Jackson, can we go?”

“Sure!” he said simply, and took my elbow. Excitement clenched in my belly like passion. I felt a serious case of the giggles threatening to bubble up and out of me and bit the inside of my cheek, hard, to keep my mouth safely shut.

I tried to keep the sensation in my mind as we rushed out of the building, into the sunlight and down the marble steps. I couldn’t look directly at the image in my mind, just obliquely like something glimpsed in a dream. But I couldn’t stop looking at it either. I didn’t want it to fade away.

Jackson was like a man on a mission. He got us back to the car in record time but still dashed to my door and opened it before I got there like a gentleman. I sat in the leather seat all excited, my fingertips pressed between my knees and stared at him adoringly.

“What?” he asked me sheepishly as if my cow-eyes expression was making him uncomfortable. I knew I should stop, but at that moment I was too overwhelmed to remember to act demure.

“You’re pretty OK,” I said, as though that explained anything.

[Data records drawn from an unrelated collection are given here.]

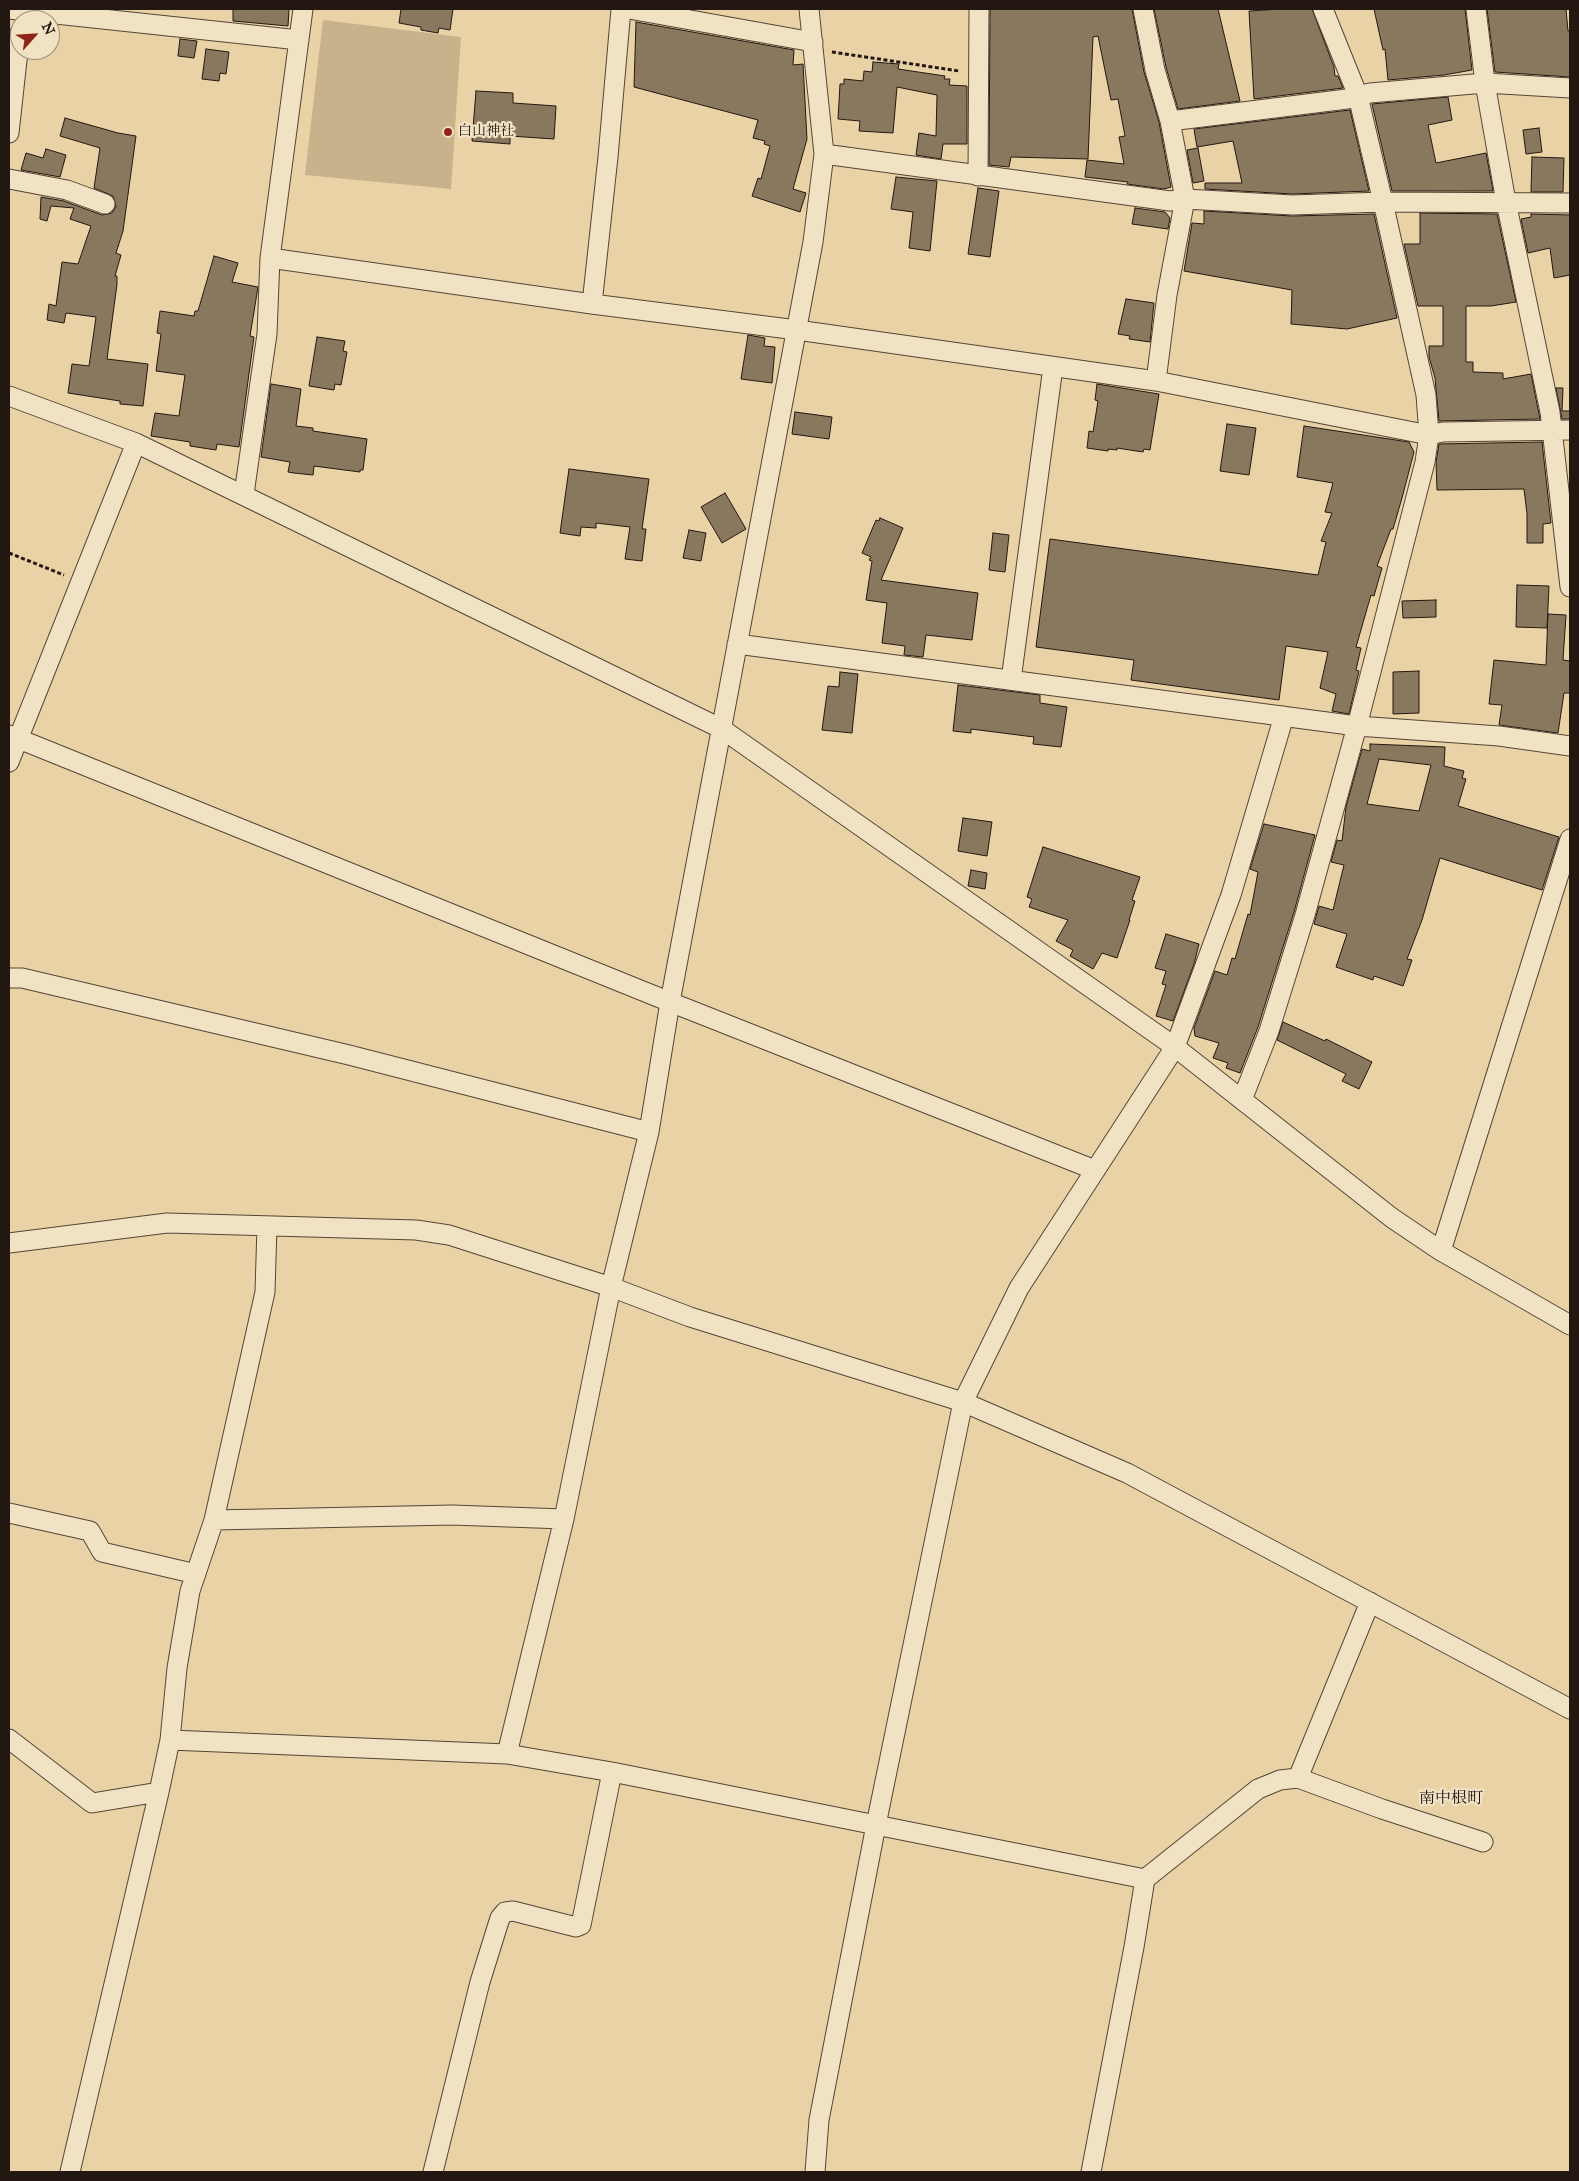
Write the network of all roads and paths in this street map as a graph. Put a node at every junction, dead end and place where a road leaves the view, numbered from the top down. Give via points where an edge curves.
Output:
1 (16, 9) edge
2 (303, 9) edge
3 (621, 9) edge
4 (629, 9) edge
5 (809, 9) edge
6 (979, 9) edge
7 (1144, 9) edge
8 (1323, 9) edge
9 (1476, 9) edge
10 (299, 40) junction
11 (813, 45) junction
12 (17, 60) edge
13 (979, 74) junction
14 (1485, 83) junction
15 (1570, 88) edge
16 (1358, 96) junction
17 (1170, 121) junction
18 (9, 133) edge
19 (824, 154) junction
20 (978, 176) junction
21 (9, 179) edge
22 (1185, 199) junction
23 (1383, 202) junction
24 (1506, 202) junction
25 (1570, 203) edge
26 (104, 204) dead end
27 (270, 258) junction
28 (592, 304) junction
29 (797, 330) junction
30 (1053, 367) junction
31 (1156, 381) junction
32 (9, 396) edge
33 (1561, 430) edge
34 (1429, 436) junction
35 (136, 443) junction
36 (244, 494) junction
37 (9, 553) edge
38 (81, 581) junction
39 (1570, 587) edge
40 (738, 644) junction
41 (1011, 680) junction
42 (1284, 716) junction
43 (1357, 726) junction
44 (722, 728) junction
45 (14, 737) edge
46 (1570, 746) edge
47 (9, 762) edge
48 (1570, 839) edge
49 (9, 978) edge
50 (670, 1002) junction
51 (1175, 1047) junction
52 (1242, 1100) junction
53 (649, 1132) junction
54 (1095, 1170) junction
55 (267, 1226) junction
56 (9, 1243) edge
57 (1441, 1252) junction
58 (611, 1287) junction
59 (1570, 1325) edge
60 (963, 1402) junction
61 (9, 1513) edge
62 (564, 1519) junction
63 (214, 1520) junction
64 (196, 1574) junction
65 (1370, 1602) junction
66 (1570, 1709) edge
67 (9, 1739) edge
68 (170, 1740) junction
69 (507, 1754) junction
70 (612, 1772) junction
71 (1298, 1778) junction
72 (159, 1792) junction
73 (876, 1825) junction
74 (1483, 1842) dead end
75 (1145, 1879) junction
76 (70, 2172) edge
77 (433, 2172) edge
78 (815, 2172) edge
79 (1091, 2172) edge

1 - 10 street
2 - 10 street
3 - 28 street
4 - 11 street
5 - 11 street
6 - 13 street
7 - 17 street via 1155,70
8 - 16 street
9 - 14 street
10 - 27 street
11 - 13 path
11 - 19 street
12 - 18 street
13 - 20 street
14 - 15 street
14 - 16 street
14 - 24 street
16 - 17 street
16 - 23 street
17 - 22 street
19 - 20 street
19 - 29 street
20 - 22 street via 1170,201
21 - 26 street via 67,190
22 - 23 street via 1292,205
22 - 31 street via 1167,295
23 - 24 street
23 - 34 street via 1426,395
24 - 25 street
24 - 33 street
27 - 28 street
27 - 36 street via 267,334
28 - 29 street
29 - 30 street
29 - 40 street
30 - 31 street
30 - 41 street
31 - 34 street
32 - 35 street
33 - 34 street via 1443,432
33 - 39 street
34 - 43 street
35 - 36 street
35 - 38 street
36 - 44 street
37 - 38 path
38 - 45 street
40 - 41 street
40 - 44 street
41 - 42 street
42 - 43 street
42 - 51 street via 1231,895
43 - 46 street via 1499,736
43 - 52 street via 1302,924 1269,1031
44 - 50 street
44 - 51 street
45 - 47 street
45 - 50 street
48 - 57 street
49 - 53 street via 22,978 348,1055
50 - 53 street
50 - 54 street
51 - 52 street
51 - 54 street
52 - 57 street via 1345,1182
53 - 58 street
54 - 60 street via 1019,1288
55 - 56 street via 167,1223
55 - 58 street via 416,1230 449,1235
55 - 63 street via 265,1292
57 - 59 street
58 - 60 street via 690,1317
58 - 62 street
60 - 65 street via 1128,1473
60 - 73 street
61 - 64 street via 90,1531 102,1552
62 - 63 street via 452,1515
62 - 69 street
63 - 64 street
64 - 68 street via 190,1590 179,1658
65 - 66 street
65 - 71 street
67 - 72 street via 92,1803
68 - 69 street
68 - 72 street
69 - 70 street
70 - 73 street
70 - 77 street via 581,1926 513,1911 500,1918 480,1982
71 - 74 street
71 - 75 street via 1280,1780 1258,1789
72 - 76 street
73 - 75 street
73 - 78 street via 819,2120
75 - 79 street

One side of his mouth curled up in a happy grin.

“Well, good. That’s what I was going for.”

***

It was late afternoon by the time Jackson pulled into my driveway. He parked next to my Saab which Raul must have returned as promised. By the shiny, pristine look of it, he’d had it washed too.

My hands were sweaty from pressing them together during the drive. I still couldn’t quite see the image in my mind directly, but I knew what it felt like. After turning it over and over in my imagination, I had an inkling of what it would take to get there and I was excited to get started.

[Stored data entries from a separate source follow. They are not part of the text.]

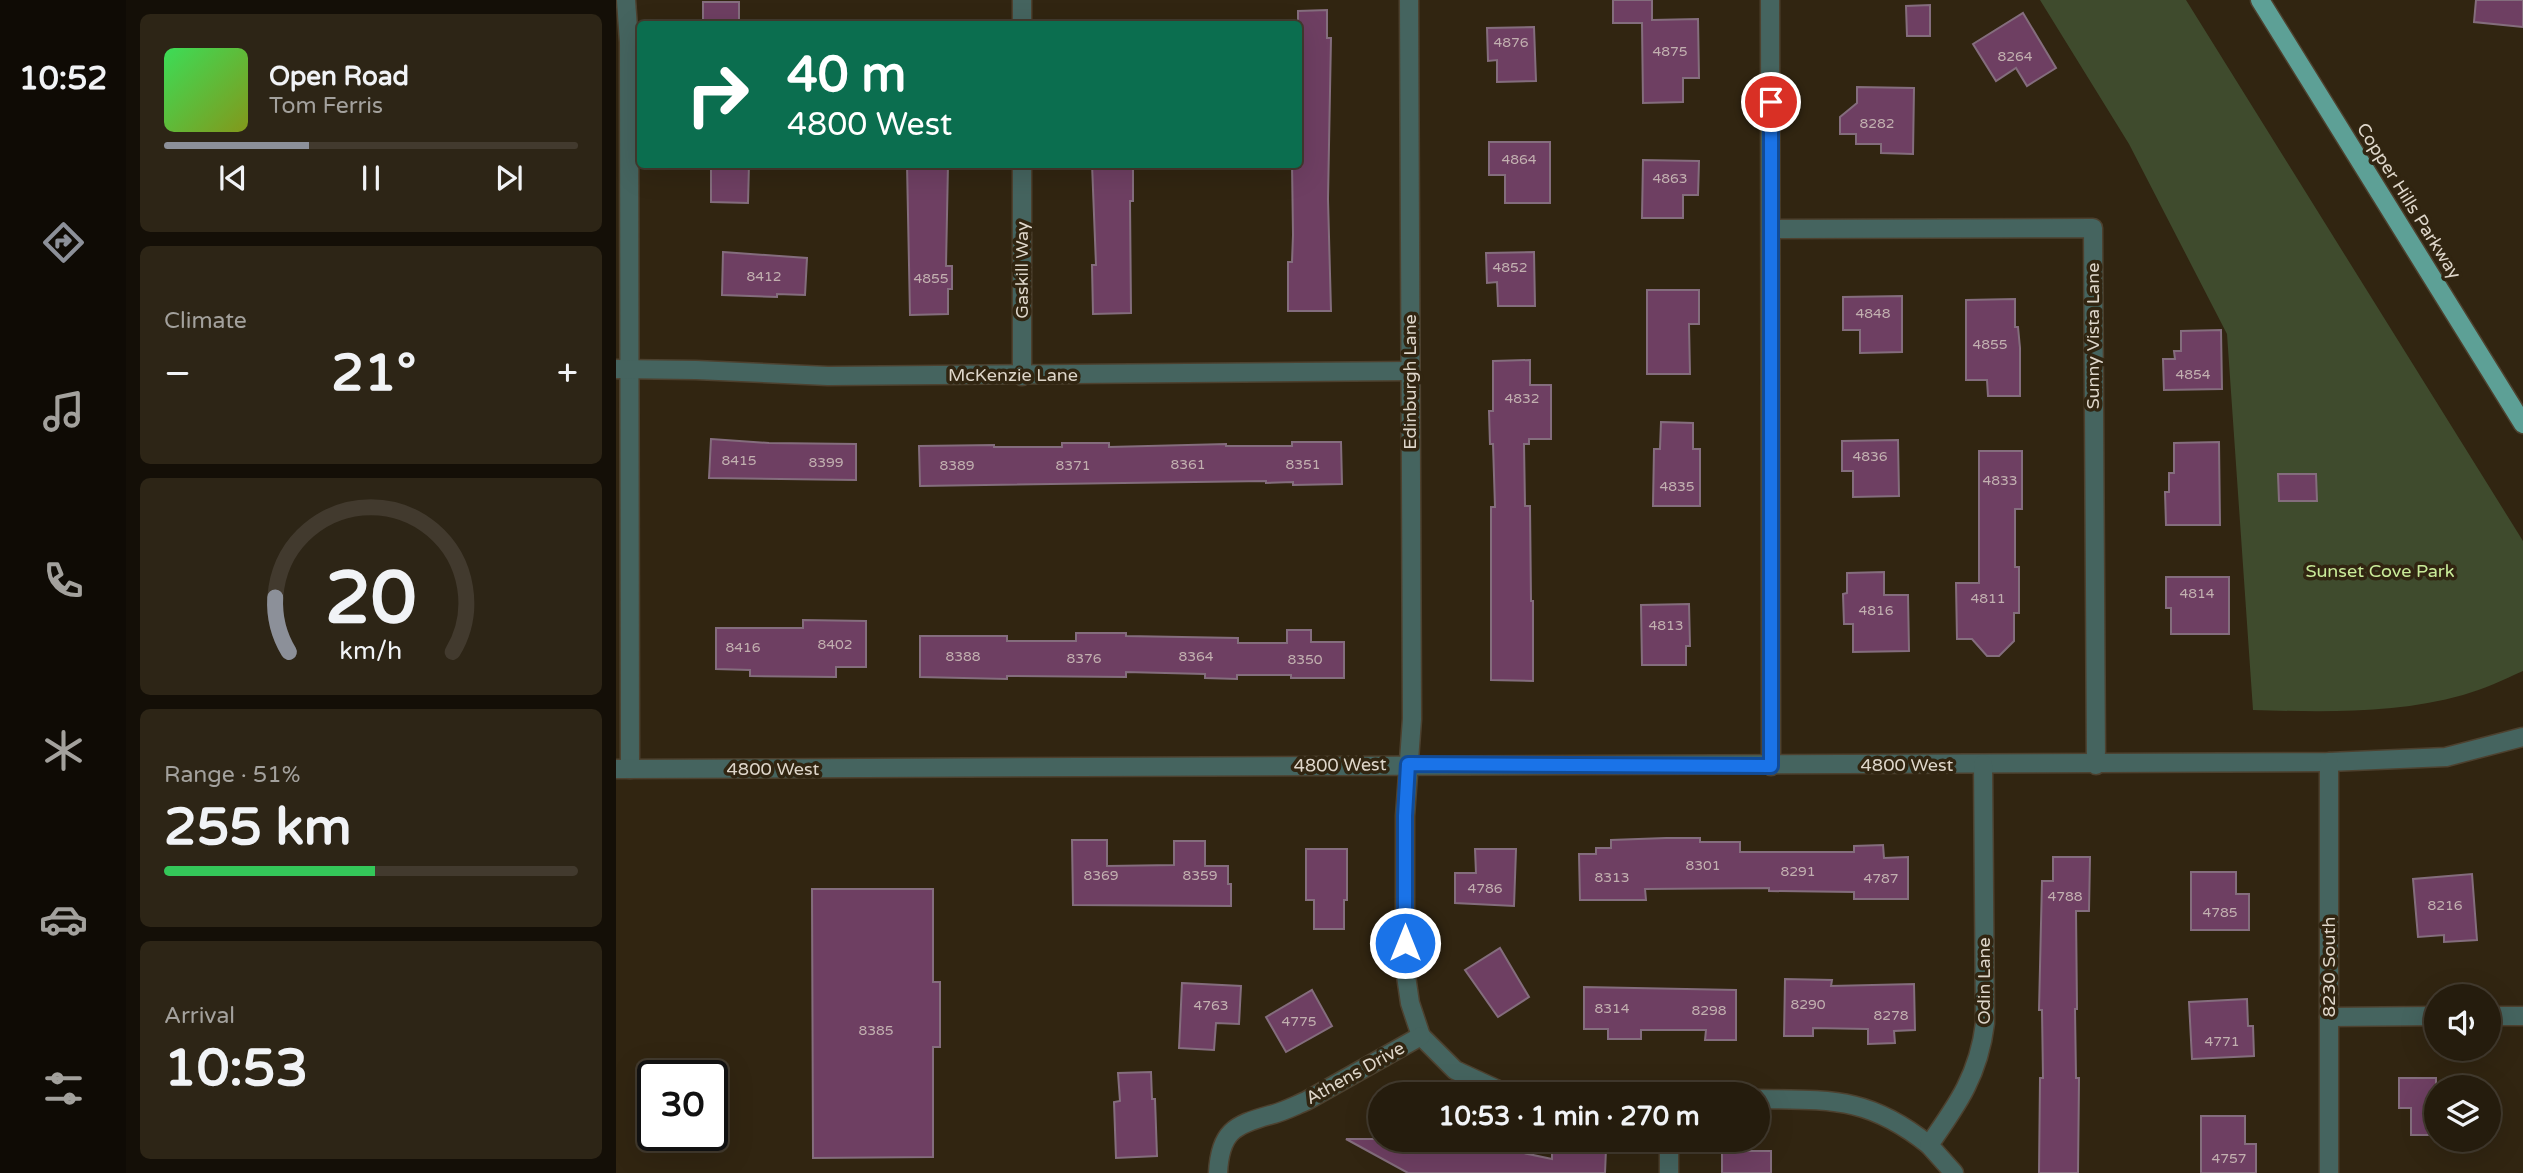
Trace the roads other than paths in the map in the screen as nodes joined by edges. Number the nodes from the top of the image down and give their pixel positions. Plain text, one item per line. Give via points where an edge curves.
1 (626, 0) edge
2 (1021, 0) edge
3 (1409, 0) edge
4 (1770, 0) edge
5 (2260, 0) edge
6 (1021, 21) edge
7 (1021, 168) edge
8 (1771, 229) junction
9 (623, 369) edge
10 (1410, 371) junction
11 (1021, 376) junction
12 (2523, 424) edge
13 (2523, 737) edge
14 (2329, 762) junction
15 (1408, 764) junction
16 (1983, 764) junction
17 (2096, 765) junction
18 (1771, 766) junction
19 (623, 769) edge
20 (2424, 1016) edge
21 (2501, 1016) edge
22 (2523, 1016) edge
23 (2329, 1017) junction
24 (1422, 1036) junction
25 (1481, 1082) edge
26 (1770, 1100) edge
27 (1928, 1145) junction
28 (1669, 1152) edge
29 (1218, 1173) edge
30 (1669, 1173) edge
31 (1954, 1173) edge
32 (2329, 1173) edge

1 - 9 street
2 - 6 street
3 - 10 street, Edinburgh Lane
4 - 8 street
5 - 12 main road, Copper Hills Parkway
7 - 11 street, Gaskill Way
8 - 17 street, Sunny Vista Lane via 2093,228
8 - 18 street
9 - 11 street, McKenzie Lane
9 - 19 street
10 - 11 street, McKenzie Lane
10 - 15 street, Edinburgh Lane via 1412,719
13 - 14 street, 4800 West via 2446,757
14 - 17 street, 4800 West
14 - 23 street, 8230 South
15 - 18 street, 4800 West
15 - 19 street, 4800 West
15 - 24 street, Athens Drive via 1405,969 1410,1003
16 - 17 street, 4800 West
16 - 18 street, 4800 West
16 - 27 street, Odin Lane via 1982,1047 1959,1103
20 - 23 street
21 - 22 street
23 - 32 street, 8230 South
24 - 25 street via 1455,1070
24 - 29 street, Athens Drive via 1306,1101 1233,1129 1224,1141
26 - 27 street via 1818,1100 1861,1107 1889,1117
27 - 31 street
28 - 30 street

“You’re OK?” Jackson asked me as he turned the engine off, and I realized suddenly how rude I had been. I hadn’t said a word on the ride back, just alternated between chewing my lip and grinning stupidly as I concentrated on my painting problem.

“Gosh, yeah, I am great,” I nodded fervently. I wished I had words to describe the optimism that was foaming through my brain, but I had never really learned how to translate work into words. “So, do you want to come in?” I asked, hoping he would say No.

“I’d love to,” he nodded and left the car to swing around and open my door.

OK, be nice
, I reminded myself silently.
Don’t do your psychotically anti-social artist thing around him. Try to act normal.

As we walked to the entryway, I noticed the crate of paintings was near the front door, in the shade, and silently blessed Raul for his thoughtfulness. A cream colored envelope was wedged under one of the slats.